Décolonialité et sens de la production des savoirs sociaux
Depuis plusieurs années, des propositions décoloniales se sont développées qui, à partir de diverses disciplines et articulations conceptuelles dans différentes parties du monde, ont étudié le présent et le passé de divers ordres sociaux dans différents pays et régions sous des dynamiques d’exploitation, et caractérisés par des relations de pouvoir liées et héritières des systèmes de pouvoir et de domination coloniaux.
Au sein de ce vaste univers, certains des groupes d’écoliers et d’universitaires qui ont travaillé sur la décolonialité, bien qu’ils aient acquis une profondeur analytique et conceptuelle dans l’approche de la colonialité et du pouvoir dans la production de contextes et de sujets subalternisés, ont eu très peu d’impact. Ils ont eu leurs travaux hors des cloîtres et des textes universitaires, et sont restés fortement ancrés dans la "tour d’ivoire" de certaines académies (du Sud et surtout du Nord global).
Cependant, il existe également d’autres groupes avec d’autres perspectives qui, sans perdre un pied dans l’académie, se sont également engagés dans la confrontation et la critique des relations de pouvoir coloniales et postcoloniales concrètes/contextualisées, et l’ont fait en marchant en groupe et en accompagnant divers sujets sociaux dans des relations de subalternité avec différents groupes et institutions de pouvoir politique et économique dans différents pays.
Tel est le cas de l’ouvrage Decolonizing Ethnography : Undocumented Immigrants and New Directions in Social Science de 2019 et de ses auteurs Carolina Alonso Bejarano, Lucía López Juárez Mirian Mijangos García et Daniel Goldstein (la traduction du titre du livre serait quelque chose comme : « Décoloniser l’ethnographie : les sans-papiers et les nouvelles orientations des sciences sociales »). Ce travail propose une série de lignes et de réflexions très intéressantes pour penser et exercer politiquement la décolonialité.

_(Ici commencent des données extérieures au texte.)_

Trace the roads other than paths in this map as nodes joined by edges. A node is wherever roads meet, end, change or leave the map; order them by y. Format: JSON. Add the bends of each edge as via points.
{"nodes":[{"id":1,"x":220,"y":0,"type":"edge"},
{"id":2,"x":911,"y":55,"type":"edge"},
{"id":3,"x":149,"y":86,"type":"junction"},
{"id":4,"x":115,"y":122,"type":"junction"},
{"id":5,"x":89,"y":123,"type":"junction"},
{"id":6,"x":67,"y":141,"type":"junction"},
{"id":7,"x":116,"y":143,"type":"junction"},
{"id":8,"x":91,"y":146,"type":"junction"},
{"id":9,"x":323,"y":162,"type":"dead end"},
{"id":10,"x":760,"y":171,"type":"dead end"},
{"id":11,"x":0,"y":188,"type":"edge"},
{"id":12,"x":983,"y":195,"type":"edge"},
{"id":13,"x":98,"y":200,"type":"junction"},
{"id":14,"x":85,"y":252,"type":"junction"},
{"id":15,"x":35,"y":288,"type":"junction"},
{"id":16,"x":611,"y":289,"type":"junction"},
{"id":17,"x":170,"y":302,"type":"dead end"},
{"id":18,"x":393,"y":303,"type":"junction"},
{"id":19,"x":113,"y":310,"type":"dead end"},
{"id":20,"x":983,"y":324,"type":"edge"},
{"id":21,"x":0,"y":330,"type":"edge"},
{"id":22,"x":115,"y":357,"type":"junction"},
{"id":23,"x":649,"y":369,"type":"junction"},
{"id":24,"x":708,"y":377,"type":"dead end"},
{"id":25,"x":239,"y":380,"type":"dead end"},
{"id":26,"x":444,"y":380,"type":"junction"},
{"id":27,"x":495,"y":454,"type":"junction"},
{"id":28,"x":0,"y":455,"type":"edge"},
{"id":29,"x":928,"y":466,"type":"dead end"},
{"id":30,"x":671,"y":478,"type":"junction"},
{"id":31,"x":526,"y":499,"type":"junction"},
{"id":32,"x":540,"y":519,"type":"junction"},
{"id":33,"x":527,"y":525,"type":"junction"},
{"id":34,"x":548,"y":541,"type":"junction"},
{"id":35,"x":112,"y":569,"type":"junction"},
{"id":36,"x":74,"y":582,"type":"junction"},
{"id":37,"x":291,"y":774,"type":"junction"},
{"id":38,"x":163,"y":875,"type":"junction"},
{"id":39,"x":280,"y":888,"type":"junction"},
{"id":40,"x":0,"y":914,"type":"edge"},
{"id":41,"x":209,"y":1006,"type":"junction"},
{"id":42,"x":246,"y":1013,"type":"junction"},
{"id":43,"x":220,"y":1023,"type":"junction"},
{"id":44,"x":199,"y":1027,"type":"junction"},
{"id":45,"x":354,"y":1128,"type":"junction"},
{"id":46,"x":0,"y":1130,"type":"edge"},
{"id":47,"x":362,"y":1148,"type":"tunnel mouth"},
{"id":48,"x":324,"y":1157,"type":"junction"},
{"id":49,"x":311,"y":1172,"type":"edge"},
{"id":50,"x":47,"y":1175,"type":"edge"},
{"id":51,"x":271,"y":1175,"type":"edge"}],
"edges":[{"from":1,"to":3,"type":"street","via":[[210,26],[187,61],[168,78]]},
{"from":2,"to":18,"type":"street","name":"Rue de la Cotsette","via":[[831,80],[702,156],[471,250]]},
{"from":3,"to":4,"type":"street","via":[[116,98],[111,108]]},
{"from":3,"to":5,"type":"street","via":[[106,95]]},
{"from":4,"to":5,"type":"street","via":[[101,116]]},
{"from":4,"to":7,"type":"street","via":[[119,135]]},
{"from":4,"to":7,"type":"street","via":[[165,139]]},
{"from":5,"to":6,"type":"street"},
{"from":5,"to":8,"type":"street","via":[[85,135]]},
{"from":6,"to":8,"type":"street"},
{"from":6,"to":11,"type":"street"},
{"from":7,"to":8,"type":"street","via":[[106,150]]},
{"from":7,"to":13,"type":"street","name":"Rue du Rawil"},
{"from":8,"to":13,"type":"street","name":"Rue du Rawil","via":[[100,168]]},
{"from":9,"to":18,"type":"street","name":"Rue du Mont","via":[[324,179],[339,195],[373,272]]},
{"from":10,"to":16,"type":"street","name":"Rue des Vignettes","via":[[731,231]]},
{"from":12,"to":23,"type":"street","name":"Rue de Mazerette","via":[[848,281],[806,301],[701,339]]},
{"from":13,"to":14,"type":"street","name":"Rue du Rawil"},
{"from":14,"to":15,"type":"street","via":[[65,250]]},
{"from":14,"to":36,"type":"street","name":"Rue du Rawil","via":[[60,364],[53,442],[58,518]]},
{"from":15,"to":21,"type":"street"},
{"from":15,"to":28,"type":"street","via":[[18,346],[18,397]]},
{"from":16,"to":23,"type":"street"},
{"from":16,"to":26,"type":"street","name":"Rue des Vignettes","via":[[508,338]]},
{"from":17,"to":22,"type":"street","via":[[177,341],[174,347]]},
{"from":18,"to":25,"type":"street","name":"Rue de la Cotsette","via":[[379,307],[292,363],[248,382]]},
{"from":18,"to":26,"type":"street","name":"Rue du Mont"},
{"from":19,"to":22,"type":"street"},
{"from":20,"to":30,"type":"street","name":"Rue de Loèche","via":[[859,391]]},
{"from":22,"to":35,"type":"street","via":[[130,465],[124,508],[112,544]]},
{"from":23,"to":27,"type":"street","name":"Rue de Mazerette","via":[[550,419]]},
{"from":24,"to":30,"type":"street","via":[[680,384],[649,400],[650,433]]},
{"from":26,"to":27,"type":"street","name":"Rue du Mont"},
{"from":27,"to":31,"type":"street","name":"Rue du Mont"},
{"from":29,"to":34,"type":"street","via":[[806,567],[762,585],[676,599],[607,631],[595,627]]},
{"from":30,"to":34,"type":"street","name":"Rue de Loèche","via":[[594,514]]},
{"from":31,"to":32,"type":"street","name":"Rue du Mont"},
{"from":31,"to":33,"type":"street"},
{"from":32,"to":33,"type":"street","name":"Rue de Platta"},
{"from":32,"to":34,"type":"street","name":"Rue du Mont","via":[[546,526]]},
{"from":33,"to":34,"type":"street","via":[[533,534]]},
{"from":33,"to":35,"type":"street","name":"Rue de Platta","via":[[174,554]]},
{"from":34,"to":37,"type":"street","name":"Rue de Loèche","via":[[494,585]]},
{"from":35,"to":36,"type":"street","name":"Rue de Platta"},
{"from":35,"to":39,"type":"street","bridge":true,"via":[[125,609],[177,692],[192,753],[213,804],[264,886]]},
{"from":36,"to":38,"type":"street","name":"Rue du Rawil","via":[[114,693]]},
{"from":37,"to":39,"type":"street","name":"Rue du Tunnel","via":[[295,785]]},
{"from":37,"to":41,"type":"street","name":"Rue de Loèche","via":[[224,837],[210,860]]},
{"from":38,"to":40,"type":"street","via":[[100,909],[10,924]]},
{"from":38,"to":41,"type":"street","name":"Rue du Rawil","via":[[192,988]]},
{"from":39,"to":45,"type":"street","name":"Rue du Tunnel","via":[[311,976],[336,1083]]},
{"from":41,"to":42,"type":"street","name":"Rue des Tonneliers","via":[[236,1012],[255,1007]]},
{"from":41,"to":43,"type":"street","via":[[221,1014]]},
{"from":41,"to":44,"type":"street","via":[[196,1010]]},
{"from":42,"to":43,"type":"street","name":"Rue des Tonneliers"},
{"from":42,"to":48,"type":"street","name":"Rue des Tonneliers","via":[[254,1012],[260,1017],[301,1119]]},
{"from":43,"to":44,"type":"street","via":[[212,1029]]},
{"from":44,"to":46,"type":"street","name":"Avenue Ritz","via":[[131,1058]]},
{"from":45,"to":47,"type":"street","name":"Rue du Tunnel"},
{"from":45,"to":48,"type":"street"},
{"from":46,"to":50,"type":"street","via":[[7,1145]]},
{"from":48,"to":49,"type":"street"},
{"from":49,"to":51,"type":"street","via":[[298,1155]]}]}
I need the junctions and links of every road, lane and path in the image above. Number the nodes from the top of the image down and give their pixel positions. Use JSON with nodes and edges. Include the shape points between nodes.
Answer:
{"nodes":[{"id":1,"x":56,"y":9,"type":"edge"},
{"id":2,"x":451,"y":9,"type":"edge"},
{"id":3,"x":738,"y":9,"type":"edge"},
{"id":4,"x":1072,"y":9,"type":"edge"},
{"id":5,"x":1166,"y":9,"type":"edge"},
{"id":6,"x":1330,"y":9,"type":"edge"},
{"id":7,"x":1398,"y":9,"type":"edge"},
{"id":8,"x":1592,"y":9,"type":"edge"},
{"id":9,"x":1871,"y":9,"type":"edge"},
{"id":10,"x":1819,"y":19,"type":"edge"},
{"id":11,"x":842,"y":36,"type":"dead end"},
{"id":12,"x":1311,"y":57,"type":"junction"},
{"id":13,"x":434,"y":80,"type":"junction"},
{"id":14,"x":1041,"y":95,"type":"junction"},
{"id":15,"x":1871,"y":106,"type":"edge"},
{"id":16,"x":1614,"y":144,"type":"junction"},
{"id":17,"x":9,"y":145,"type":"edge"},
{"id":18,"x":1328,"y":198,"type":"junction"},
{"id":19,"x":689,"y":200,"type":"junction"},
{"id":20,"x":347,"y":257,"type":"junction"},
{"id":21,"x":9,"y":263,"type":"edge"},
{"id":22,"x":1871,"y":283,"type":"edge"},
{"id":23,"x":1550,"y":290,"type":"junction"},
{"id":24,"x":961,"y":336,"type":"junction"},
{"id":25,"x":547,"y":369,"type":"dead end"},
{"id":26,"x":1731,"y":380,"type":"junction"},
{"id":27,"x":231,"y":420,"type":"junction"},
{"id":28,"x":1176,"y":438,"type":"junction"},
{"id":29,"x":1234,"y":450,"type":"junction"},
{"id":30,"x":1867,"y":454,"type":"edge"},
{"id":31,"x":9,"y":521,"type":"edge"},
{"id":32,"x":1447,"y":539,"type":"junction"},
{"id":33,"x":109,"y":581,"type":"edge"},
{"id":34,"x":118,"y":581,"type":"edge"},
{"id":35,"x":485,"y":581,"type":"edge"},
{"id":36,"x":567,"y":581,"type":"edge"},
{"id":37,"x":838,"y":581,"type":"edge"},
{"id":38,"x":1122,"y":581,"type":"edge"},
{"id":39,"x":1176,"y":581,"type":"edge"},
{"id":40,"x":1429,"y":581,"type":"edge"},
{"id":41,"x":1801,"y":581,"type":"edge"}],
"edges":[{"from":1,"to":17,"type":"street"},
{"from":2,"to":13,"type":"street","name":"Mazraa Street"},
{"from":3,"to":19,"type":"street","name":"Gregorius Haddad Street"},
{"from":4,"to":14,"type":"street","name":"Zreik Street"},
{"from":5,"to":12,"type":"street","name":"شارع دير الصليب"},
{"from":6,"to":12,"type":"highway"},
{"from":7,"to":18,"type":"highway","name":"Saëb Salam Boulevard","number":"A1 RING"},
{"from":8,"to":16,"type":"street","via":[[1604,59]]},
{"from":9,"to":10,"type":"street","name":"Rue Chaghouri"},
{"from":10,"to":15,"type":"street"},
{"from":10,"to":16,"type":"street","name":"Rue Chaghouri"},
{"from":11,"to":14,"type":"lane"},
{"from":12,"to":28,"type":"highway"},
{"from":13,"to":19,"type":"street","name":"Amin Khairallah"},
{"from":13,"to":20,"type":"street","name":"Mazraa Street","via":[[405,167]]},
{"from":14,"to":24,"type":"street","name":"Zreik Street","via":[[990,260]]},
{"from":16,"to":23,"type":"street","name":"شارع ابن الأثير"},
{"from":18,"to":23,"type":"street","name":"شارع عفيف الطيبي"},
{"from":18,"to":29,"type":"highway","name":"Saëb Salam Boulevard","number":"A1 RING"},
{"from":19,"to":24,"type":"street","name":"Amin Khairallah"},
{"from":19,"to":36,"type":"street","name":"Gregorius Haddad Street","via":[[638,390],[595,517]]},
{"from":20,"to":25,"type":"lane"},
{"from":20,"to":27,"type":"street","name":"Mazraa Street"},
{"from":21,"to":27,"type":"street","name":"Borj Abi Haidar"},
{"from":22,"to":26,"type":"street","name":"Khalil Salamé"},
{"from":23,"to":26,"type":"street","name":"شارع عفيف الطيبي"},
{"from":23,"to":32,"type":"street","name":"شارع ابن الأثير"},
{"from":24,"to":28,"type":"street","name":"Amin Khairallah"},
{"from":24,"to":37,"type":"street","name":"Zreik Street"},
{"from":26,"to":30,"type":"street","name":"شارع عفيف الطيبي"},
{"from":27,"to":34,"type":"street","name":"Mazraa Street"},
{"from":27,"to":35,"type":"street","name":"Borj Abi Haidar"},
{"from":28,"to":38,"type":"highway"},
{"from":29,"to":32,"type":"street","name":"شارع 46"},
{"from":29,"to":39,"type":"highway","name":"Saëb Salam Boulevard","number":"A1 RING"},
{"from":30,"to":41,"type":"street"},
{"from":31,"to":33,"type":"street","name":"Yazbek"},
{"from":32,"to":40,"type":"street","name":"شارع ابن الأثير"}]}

1) La première d’entre elles est la position ouvertement politique selon laquelle le travail académique dans une perspective décoloniale vise à être fait avec, pour et au profit des sujets avec lesquels il travaille. Et ce, en plus d’un contexte de respect mutuel (avec reconnaissance et appréciation), et dans le cadre délibéré de la compréhension d’essayer explicitement de changer (dans une certaine mesure et selon les possibilités des personnes impliquées) les relations de subordination dans le ces sujets (personnes) avec qui vous travaillez se trouvent.
2) D’autre part, il s’agit de reconnaître ouvertement que l’on travaille avec des sujets, et non avec des "objets" "neutres" et "impartiaux". Mais aussi dans la compréhension que ce sont eux qui sont insérés et qui sont les protagonistes des processus qui sont abordés. Pour cette raison, ces sujets avec lesquels nous collaborons sont aussi et ouvertement co-producteurs des données ethnographiques (enregistrements) et des réflexions théoriques du processus social abordé.
3) En ce sens, il existe une critique ouverte envers les sciences sociales à caractère extractif, qui ne voient dans les matières que des "moyens" d’obtenir des informations "utiles" à la production de connaissances principalement pour les cercles, les corporations et les publications spécialisées de l’académie (fréquemment dissociée des contextes qu’elles étudient et délimitée par les principes des universités des pays hégémoniques et le type/modèle de « sciences sociales » du « nord global »).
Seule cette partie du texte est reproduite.